Впервые: Булгаков С., прот. Автобиографические заметки. С. 71—93. Переиздано в: Булгаков С.Н. Тихие думы. М., 1996. С. 330—344. Печатается по последнему изданию. Как свидетельствует заголовок, Булгаков предполагал написать воспоминания о событиях пяти лет — от революции до его высылки из России. ‘Агония’ — название первой (неоконченной) главы.
1 ошибка в выборе объекта (лат.).
2 Царьград — Константинополь, который занимал особое место в концепции ‘Москва — Третий Рим’, в славянофильских утопиях славянского религиозно-национального единства во главе с Россией и в теократической утопии Вл. Соловьева, в близости к которой признается здесь Булгаков.
3 Керенский Александр Федорович (1881—1970) — российский политический деятель. Адвокат. Лидер фракции трудовиков в 4-й Государственной думе. С марта 1917 г. эсер, во Временном правительстве: министр юстиции (март—май), военный и морской министр (май—сентябрь), с 8 (21) июля министр-председатель, с 30 августа (12 сентября) верховный главнокомандующий. После Октябрьской революции организатор (вместе с генералом П. Н. Красновым) антибольшевистского выступления 26—31 октября (8—13 ноября). С 1918 г. во Франции, с 1940 г. в США. Один из организаторов ‘Лиги борьбы за народную свободу’.
Милюков Павел Николаевич (1859—1943) — российский политический деятель, историк, публицист, теоретик и лидер партии кадетов. В 1917 г. министр иностранных дел Временного правительства 1-го состава (до 2 (15) мая). После Октябрьской революции — эмигрант. Автор трудов по истории России XVIII—XIX вв., Февральской и Октябрьской революций.
4 Об этом Булгаков подробно писал в своей статье ‘Героизм и подвижничество’ в сборнике ‘Вехи’ (1909).
5 Имеются в виду самые крупные поражения русской армии во время Русско-японской войны: в бою на реке Ялу (Ялуцзян) 18 апреля (1 мая) 1904 г., сдача крепости Порт-Артур 20 декабря (2 января) 1904 г., разгром русской эскадры у острова Цусима 14—15 (27—28) мая 1905 г.
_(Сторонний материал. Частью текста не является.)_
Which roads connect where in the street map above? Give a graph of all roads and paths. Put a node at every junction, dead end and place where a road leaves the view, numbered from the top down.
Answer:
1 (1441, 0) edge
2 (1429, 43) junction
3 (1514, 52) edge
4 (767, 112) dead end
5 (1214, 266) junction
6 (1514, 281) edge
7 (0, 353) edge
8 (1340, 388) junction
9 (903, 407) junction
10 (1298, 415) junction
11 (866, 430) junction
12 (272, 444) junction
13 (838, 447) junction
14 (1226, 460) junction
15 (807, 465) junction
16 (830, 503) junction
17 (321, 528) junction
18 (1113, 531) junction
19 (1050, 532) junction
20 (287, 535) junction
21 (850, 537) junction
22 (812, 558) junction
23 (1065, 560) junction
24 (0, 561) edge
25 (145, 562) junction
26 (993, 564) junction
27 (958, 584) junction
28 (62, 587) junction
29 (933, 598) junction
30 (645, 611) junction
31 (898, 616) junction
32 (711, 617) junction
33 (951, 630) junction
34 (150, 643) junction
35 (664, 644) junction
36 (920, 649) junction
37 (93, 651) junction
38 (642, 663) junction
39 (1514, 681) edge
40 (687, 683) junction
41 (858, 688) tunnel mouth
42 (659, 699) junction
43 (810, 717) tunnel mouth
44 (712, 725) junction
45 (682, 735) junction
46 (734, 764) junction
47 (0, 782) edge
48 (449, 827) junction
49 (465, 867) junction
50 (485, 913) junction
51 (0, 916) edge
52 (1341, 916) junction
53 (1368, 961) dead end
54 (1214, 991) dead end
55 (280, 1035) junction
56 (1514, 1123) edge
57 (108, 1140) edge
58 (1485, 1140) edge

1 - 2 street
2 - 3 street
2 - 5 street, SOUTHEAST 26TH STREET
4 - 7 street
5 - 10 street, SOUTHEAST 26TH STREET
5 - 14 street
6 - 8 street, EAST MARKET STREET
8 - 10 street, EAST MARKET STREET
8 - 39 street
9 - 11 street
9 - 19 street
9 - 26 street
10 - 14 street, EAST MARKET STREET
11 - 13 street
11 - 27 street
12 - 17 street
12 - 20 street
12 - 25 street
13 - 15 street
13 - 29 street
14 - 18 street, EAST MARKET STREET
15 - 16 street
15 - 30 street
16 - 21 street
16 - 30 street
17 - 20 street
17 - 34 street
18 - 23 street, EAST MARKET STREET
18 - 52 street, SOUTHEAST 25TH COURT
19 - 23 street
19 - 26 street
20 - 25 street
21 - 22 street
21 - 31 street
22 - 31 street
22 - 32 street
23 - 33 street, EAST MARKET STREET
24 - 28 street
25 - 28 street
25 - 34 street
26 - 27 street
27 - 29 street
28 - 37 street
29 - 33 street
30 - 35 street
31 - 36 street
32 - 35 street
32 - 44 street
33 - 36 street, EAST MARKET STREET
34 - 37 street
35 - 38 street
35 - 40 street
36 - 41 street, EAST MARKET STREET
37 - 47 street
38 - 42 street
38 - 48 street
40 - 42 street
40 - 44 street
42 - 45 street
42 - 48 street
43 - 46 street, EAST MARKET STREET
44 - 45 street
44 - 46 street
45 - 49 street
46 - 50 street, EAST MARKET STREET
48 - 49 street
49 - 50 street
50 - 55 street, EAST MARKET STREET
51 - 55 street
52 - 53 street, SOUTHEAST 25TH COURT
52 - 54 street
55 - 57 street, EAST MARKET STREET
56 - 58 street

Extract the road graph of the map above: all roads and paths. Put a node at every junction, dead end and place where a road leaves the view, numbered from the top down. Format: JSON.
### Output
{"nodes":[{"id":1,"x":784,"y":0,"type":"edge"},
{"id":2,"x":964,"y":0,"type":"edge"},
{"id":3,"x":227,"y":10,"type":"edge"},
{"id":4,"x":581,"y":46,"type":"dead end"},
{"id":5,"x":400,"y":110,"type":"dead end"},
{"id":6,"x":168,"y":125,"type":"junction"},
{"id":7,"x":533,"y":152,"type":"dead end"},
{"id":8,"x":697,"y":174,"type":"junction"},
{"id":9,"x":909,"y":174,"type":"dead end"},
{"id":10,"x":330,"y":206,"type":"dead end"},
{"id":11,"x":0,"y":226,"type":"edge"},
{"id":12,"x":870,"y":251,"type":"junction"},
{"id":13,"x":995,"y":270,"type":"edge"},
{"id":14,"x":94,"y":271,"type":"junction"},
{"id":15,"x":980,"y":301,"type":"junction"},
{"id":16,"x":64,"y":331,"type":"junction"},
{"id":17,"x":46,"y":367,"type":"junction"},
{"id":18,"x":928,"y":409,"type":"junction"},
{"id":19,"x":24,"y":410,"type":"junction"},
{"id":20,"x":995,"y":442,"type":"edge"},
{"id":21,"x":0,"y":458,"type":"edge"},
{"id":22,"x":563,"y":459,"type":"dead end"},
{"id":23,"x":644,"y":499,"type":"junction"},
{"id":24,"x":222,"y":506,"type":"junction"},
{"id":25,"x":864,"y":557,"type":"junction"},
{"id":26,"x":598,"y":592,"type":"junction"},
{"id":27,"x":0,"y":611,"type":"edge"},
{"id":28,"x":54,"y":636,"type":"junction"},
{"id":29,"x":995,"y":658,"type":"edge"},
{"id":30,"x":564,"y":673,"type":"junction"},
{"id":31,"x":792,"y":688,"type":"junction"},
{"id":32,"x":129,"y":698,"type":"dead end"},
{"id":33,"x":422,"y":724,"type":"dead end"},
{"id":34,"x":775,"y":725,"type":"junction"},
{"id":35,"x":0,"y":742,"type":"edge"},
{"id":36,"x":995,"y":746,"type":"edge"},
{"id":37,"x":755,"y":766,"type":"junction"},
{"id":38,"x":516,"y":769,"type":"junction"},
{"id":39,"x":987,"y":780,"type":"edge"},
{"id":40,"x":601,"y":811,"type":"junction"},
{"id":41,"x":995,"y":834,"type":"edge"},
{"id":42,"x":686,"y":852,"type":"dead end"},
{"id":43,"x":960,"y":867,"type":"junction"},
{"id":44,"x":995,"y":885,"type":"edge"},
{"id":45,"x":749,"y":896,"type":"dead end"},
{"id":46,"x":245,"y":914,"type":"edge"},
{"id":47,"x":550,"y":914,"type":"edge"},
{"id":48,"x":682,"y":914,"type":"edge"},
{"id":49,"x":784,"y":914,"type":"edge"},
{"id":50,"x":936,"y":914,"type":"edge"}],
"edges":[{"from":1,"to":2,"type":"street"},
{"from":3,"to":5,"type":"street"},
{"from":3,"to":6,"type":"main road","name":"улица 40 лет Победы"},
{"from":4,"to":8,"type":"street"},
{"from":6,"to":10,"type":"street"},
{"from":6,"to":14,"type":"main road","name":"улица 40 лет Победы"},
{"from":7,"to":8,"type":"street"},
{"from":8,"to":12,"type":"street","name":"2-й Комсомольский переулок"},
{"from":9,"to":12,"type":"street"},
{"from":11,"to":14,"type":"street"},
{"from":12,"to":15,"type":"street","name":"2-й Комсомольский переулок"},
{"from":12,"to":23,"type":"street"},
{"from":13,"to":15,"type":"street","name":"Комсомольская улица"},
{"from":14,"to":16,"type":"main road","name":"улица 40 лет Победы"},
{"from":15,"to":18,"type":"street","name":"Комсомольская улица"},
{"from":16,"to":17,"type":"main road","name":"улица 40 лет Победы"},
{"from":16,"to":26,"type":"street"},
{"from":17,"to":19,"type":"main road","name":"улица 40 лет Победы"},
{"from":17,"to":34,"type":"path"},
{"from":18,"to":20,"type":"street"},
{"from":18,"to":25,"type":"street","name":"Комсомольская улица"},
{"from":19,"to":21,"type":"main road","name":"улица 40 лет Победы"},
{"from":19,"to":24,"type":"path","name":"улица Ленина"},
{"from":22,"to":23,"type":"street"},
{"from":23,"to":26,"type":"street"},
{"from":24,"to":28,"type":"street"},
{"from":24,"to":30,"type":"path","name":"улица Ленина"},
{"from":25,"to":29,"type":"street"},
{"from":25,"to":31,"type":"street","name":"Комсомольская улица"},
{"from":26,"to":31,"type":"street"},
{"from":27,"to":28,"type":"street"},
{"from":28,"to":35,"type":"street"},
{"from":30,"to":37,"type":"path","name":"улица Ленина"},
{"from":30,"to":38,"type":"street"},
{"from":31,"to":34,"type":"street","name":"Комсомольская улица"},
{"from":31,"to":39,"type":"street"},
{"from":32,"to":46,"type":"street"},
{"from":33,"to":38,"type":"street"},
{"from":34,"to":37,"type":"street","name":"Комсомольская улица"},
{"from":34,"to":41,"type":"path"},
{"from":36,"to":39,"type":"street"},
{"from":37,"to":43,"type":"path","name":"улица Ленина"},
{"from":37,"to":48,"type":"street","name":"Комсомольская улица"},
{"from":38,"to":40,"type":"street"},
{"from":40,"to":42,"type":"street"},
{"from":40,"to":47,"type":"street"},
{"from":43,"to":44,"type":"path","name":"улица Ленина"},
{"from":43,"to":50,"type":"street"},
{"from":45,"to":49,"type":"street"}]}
6 Распутин (наст, фамилия Новых) Григорий Ефимович (1864 или 1865, по другим данным 1872—1916) — крестьянин Тобольской губернии, получивший известность ‘прорицаниями’ и ‘исцелениями’. Оказывая помощь больному гемофилией наследнику престола, приобрел неограниченное доверие императрицы Александры Федоровны и императора Николая П. Убит заговорщиками, считавшими влияние Распутина гибельным для монархии.
7 Эдип — в греческой мифологии сын царя Фив Лая. Эдип по приказанию отца, которому была предсказана гибель от руки сына, был брошен младенцем в горах. Спасенный пастухом, он, сам того не подозревая, убил отца и женился на своей матери, став царем Фив. Узнав, что сбылось предсказание оракула, полученное им в юности, Эдип ослепил себя.
8 Имеется в виду переход от марксизма к идеализму, который Булгаков совершил в первые годы XIX века.
9 Союз Освобождения — нелегальное политическое объединение либеральной интеллигенции в России в 1904—1905 гг., группировавшейся вокруг журнала ‘Освобождение’ (издавался в 1902—1905 гг. в Штутгарте и Париже, вышло 79 номеров, редактор — П. Б. Струве). Начал свою деятельность с организации банкетной кампании и земских съездов. Политическая программа предполагала введение конституционной монархии, всеобщего избирательного права, частичное наделение крестьян землей. Члены вошли в партию кадетов, левое крыло образовало группу ‘беззаглавцев’.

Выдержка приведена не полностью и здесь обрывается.